Credit scoring is a standard method of assessing the creditworthiness of the loan applicants in the banking industry. Over time, objective quantitative tools have been developed and adopted to suppress the subjective ad-hoc elements in the decision process, strengthen the accountability and substitutability and reduce the chances for corruption.
Various statistical and computer science methods can be used to build an objective model to differentiate the loan applicants and to estimate the probability of their default. Support Vector Machines derived and proved by Vapnik is an example of such a method.
One of the principal goal of my thesis is to examine the performance of support vector machines (SVM) in credit scoring and to compare them with the logistic regression (LR) which still remains the industry standard in banking. In the first chapter, I will show that SVM and LR share some common properties and that they both belong to a wide family of linear classifiers.
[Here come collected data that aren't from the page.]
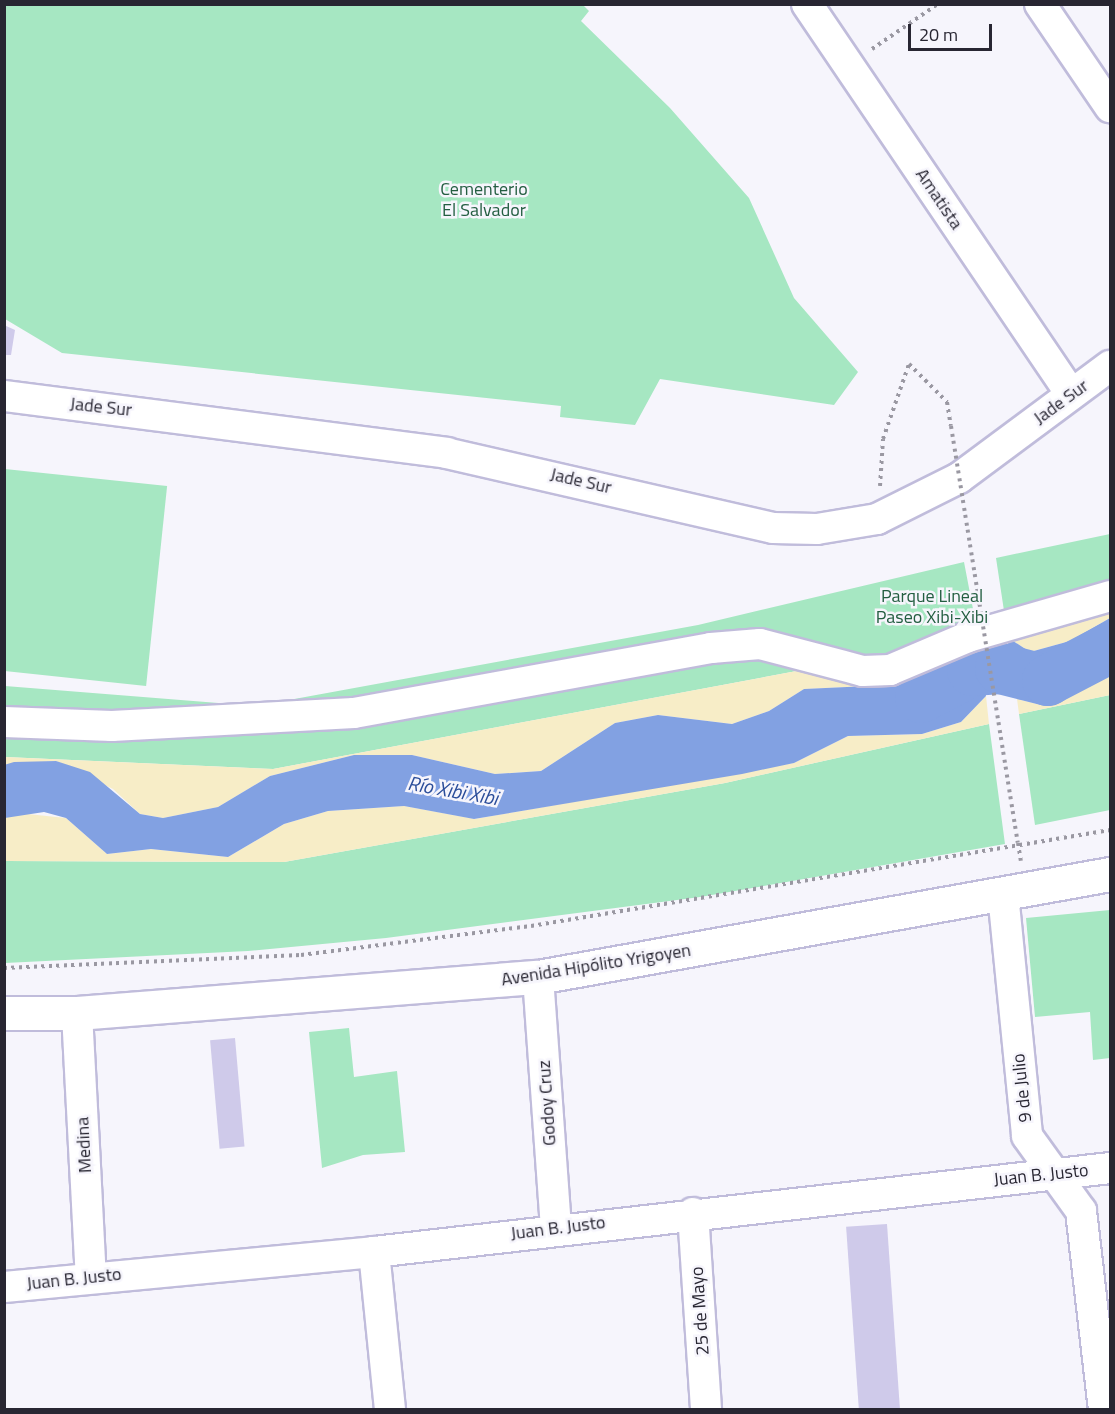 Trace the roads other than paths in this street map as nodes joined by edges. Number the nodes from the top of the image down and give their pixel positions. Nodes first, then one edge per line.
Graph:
1 (807, 4) edge
2 (1040, 4) edge
3 (1110, 107) edge
4 (1110, 366) edge
5 (1071, 394) junction
6 (4, 396) edge
7 (1110, 596) edge
8 (4, 722) edge
9 (1110, 874) edge
10 (1003, 894) junction
11 (538, 978) junction
12 (4, 1013) edge
13 (77, 1013) junction
14 (1110, 1168) edge
15 (1053, 1173) junction
16 (693, 1213) junction
17 (556, 1228) junction
18 (374, 1252) junction
19 (90, 1277) junction
20 (4, 1287) edge
21 (390, 1410) edge
22 (706, 1410) edge
23 (1104, 1410) edge

1 - 5 street, Amatista
2 - 3 street
4 - 5 street, Jade Sur
5 - 6 street, Jade Sur
7 - 8 street
9 - 10 main road, Avenida Hipólito Yrigoyen
10 - 11 main road, Avenida Hipólito Yrigoyen
10 - 15 street, 9 de Julio
11 - 13 main road, Avenida Hipólito Yrigoyen
11 - 17 street, Godoy Cruz
12 - 13 main road, Avenida Hipólito Yrigoyen
13 - 19 street, Medina
14 - 15 street, Juan B. Justo
15 - 16 street, Juan B. Justo
15 - 23 street, 9 de Julio
16 - 17 street, Juan B. Justo
16 - 22 street, 25 de Mayo
17 - 18 street, Juan B. Justo
18 - 19 street, Juan B. Justo
18 - 21 street
19 - 20 street, Juan B. Justo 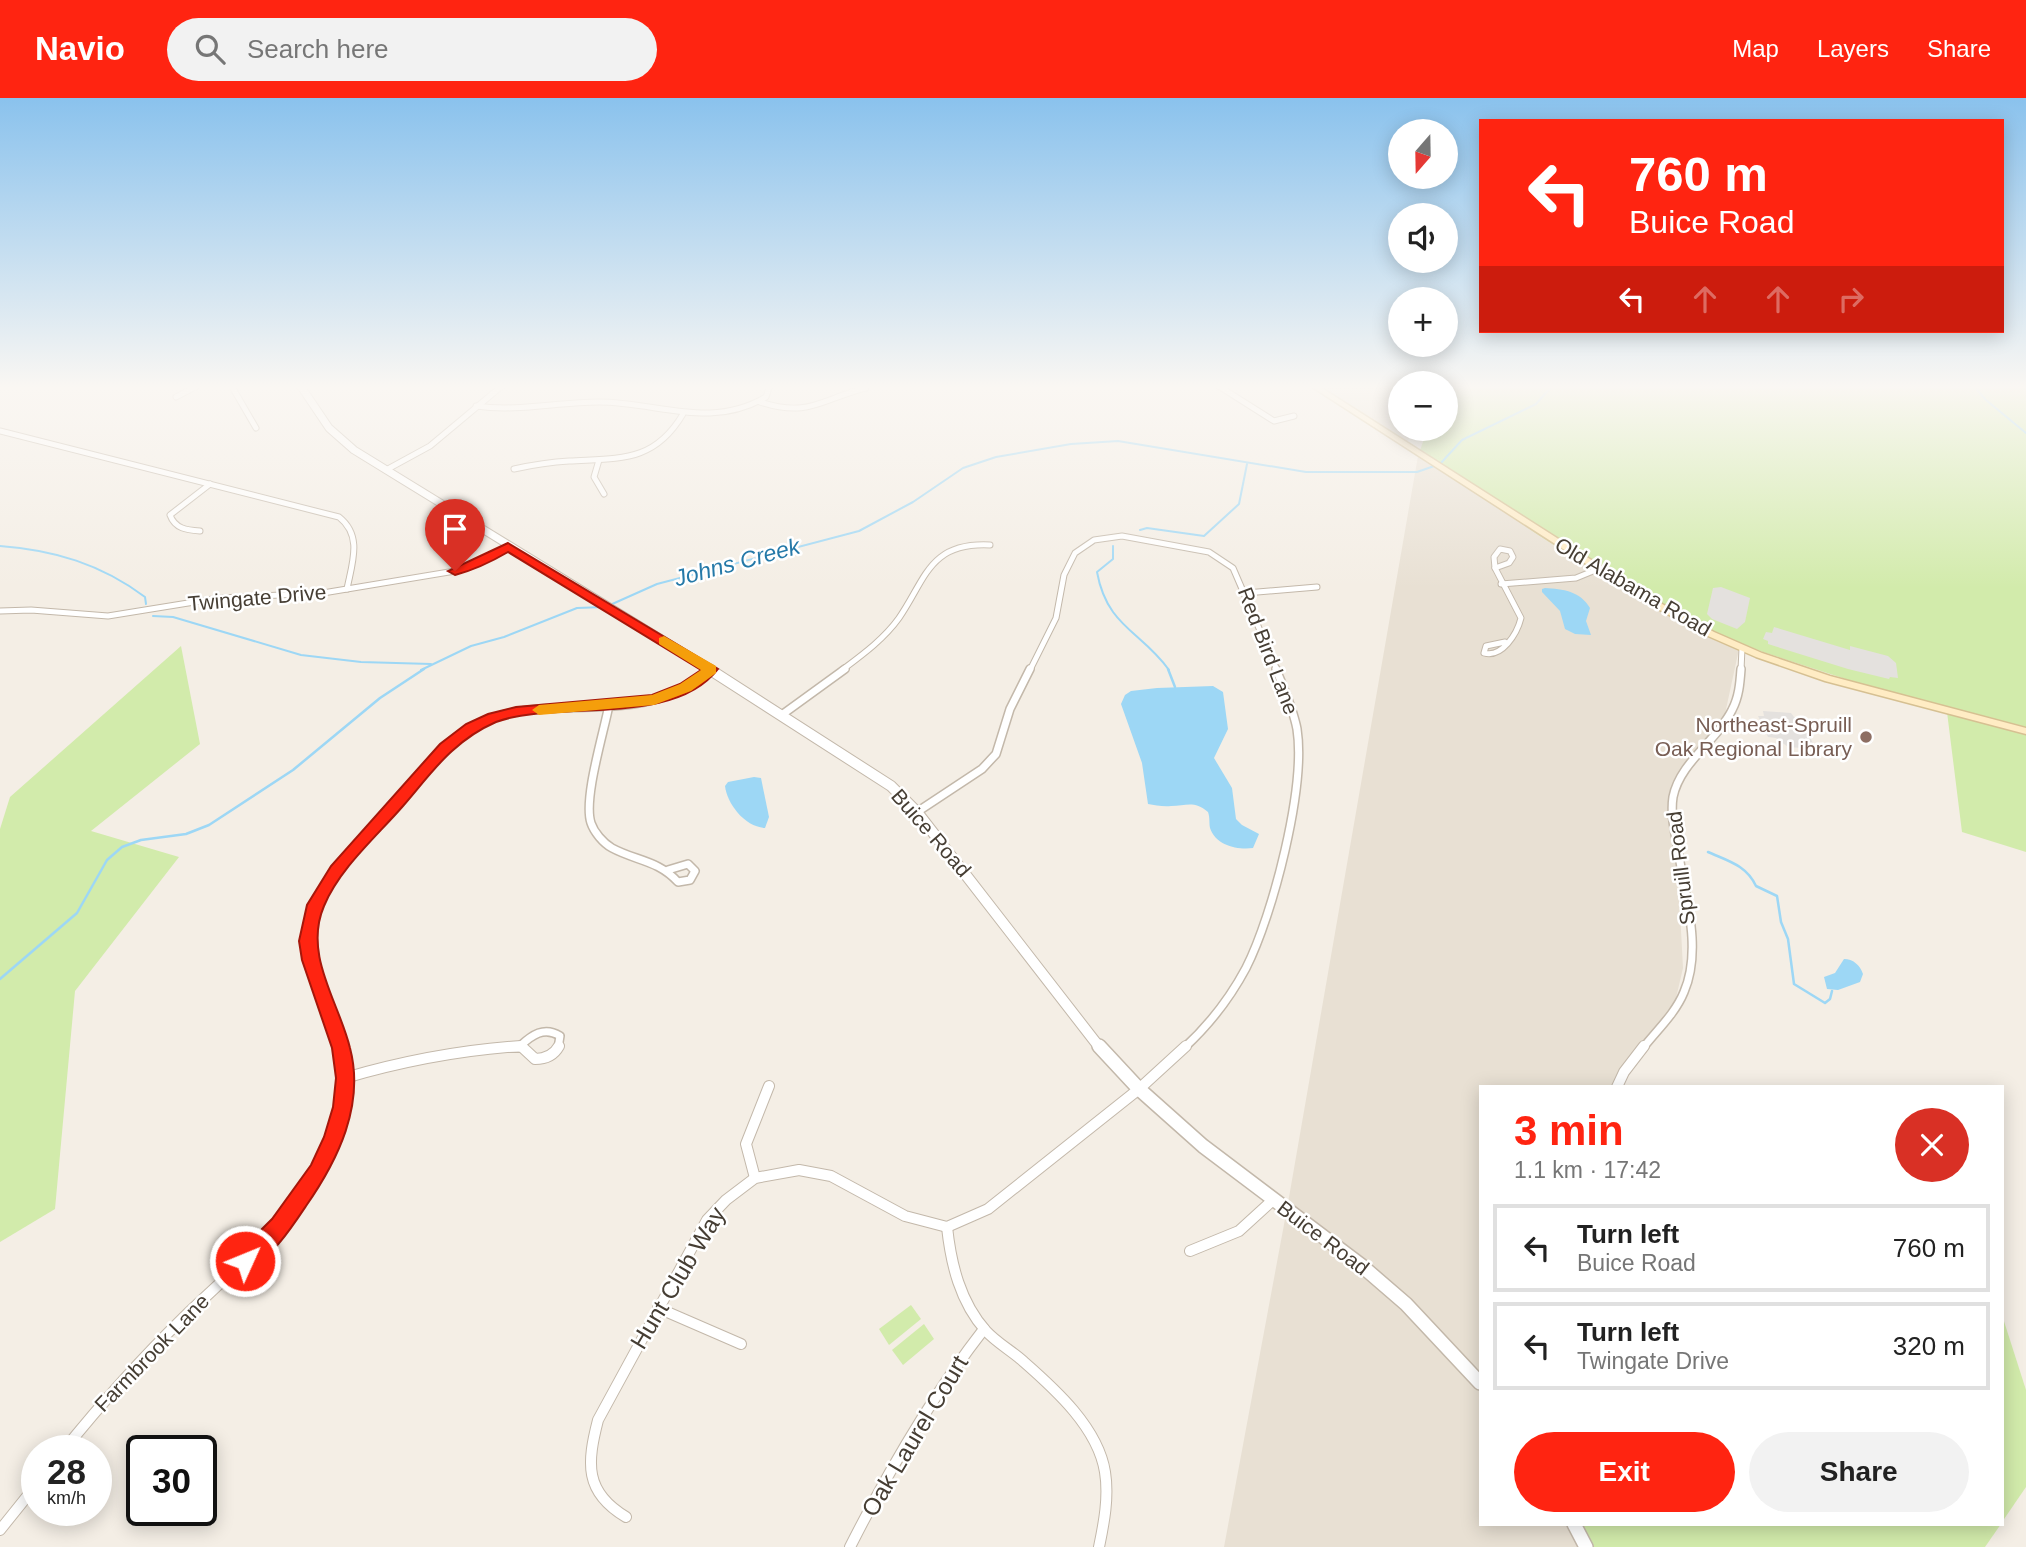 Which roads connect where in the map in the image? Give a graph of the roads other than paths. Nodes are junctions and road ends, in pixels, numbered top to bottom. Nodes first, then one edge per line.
1 (82, 453) edge
2 (358, 453) edge
3 (418, 453) edge
4 (645, 453) edge
5 (1415, 453) edge
6 (599, 460) junction
7 (514, 469) dead end
8 (386, 470) junction
9 (210, 484) junction
10 (604, 494) dead end
11 (200, 531) dead end
12 (990, 545) dead end
13 (508, 547) junction
14 (1495, 568) dead end
15 (1598, 569) junction
16 (1501, 584) junction
17 (1317, 587) dead end
18 (347, 589) junction
19 (1246, 593) junction
20 (0, 611) edge
21 (1505, 642) dead end
22 (1742, 648) junction
23 (711, 669) junction
24 (609, 705) junction
25 (783, 714) junction
26 (2026, 731) edge
27 (917, 812) junction
28 (668, 870) dead end
29 (520, 1046) junction
30 (345, 1078) junction
31 (1618, 1085) edge
32 (769, 1086) dead end
33 (1139, 1089) junction
34 (755, 1178) junction
35 (1273, 1200) junction
36 (947, 1227) junction
37 (1189, 1251) dead end
38 (658, 1308) junction
39 (984, 1329) junction
40 (741, 1344) dead end
41 (1479, 1382) edge
42 (77, 1435) edge
43 (21, 1504) edge
44 (626, 1517) dead end
45 (1575, 1526) edge
46 (0, 1530) edge
47 (850, 1547) edge
48 (1098, 1547) edge
49 (1586, 1547) edge

1 - 9 street
2 - 8 street, Buice Road
3 - 8 street
4 - 6 street
5 - 15 main road, Old Alabama Road
6 - 7 street
6 - 10 street
8 - 13 street, Buice Road
9 - 11 street
9 - 18 street
12 - 25 street
13 - 18 street, Twingate Drive
13 - 23 street, Buice Road
14 - 16 street
15 - 16 street
15 - 22 main road, Old Alabama Road
16 - 21 street
17 - 19 street
18 - 20 street, Twingate Drive
19 - 27 street, Red Bird Lane
19 - 33 street, Red Bird Lane
22 - 26 main road, Old Alabama Road
22 - 31 street, Spruill Road
23 - 24 street, Farmbrook Lane
23 - 25 street, Buice Road
24 - 28 street
24 - 30 street, Farmbrook Lane
25 - 27 street, Buice Road
27 - 33 street, Buice Road
29 - 29 street
29 - 30 street
30 - 42 street, Farmbrook Lane
32 - 34 street
33 - 35 street, Buice Road
33 - 36 street
34 - 36 street, Hunt Club Way
34 - 38 street, Hunt Club Way
35 - 37 street
35 - 41 street, Buice Road
36 - 39 street
38 - 40 street
38 - 44 street, Hunt Club Way
39 - 47 street, Oak Laurel Court
39 - 48 street
43 - 46 street
45 - 49 street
The second chapter is dedicated to the mathematical derivation of the support vector machines as it was developed throughout 30 years of their evolution: from the the hard maximum-margin classifier, which works only for the linearly separable data, to the current form using the soft margin and the kernel trick to cover non-linear and noisy data.
The third chapter is focused on the practical problems of the credit scoring models development: how to measure the performance, how to prepare the data set, how to evaluate different models and choose the best one among all possibilities.
The fourth chapter summarizes the current state of knowledge in the credit scoring, based on the peer-reviewed literature with a special focus on the support vector machines.
The banking industry is, due to the understandable carefulness and the model risk, reluctant to adopt new approaches in the credit scoring, unless it introduced a major performance advantage. Therefore, I concentrate on the application of SVMs in the newly emerging sector of the loan business: the peer-to-peer lending, which as a new phenomenon is described in detail the fifth chapter.
The P2P lending is characteristic for the prevailing presence of the amateur investors, whose strategy is based either on a blind diversification or on a naïve and rather empirical credit scoring that embodies one or two factors. Credit scoring based on the objective and quantitative methods could under such conditions lead to the excess returns when applied by a concerned investor.
The last chapter describes the procedures and methods used to build a support vector machine for credit scoring on a real data set obtained from one of the leading P2P platforms in the Europe. Performance of the model is discussed as well as the comparison with the industry-standard logistic regression.
As the chosen P2P platform is open for small investors from all over the Europe, my findings could be directly applied in practice by anyone willing to build an investment strategy on the top of them. This thesis is, however, written solely for the educational purposes and such proceeding is therefore not recommended.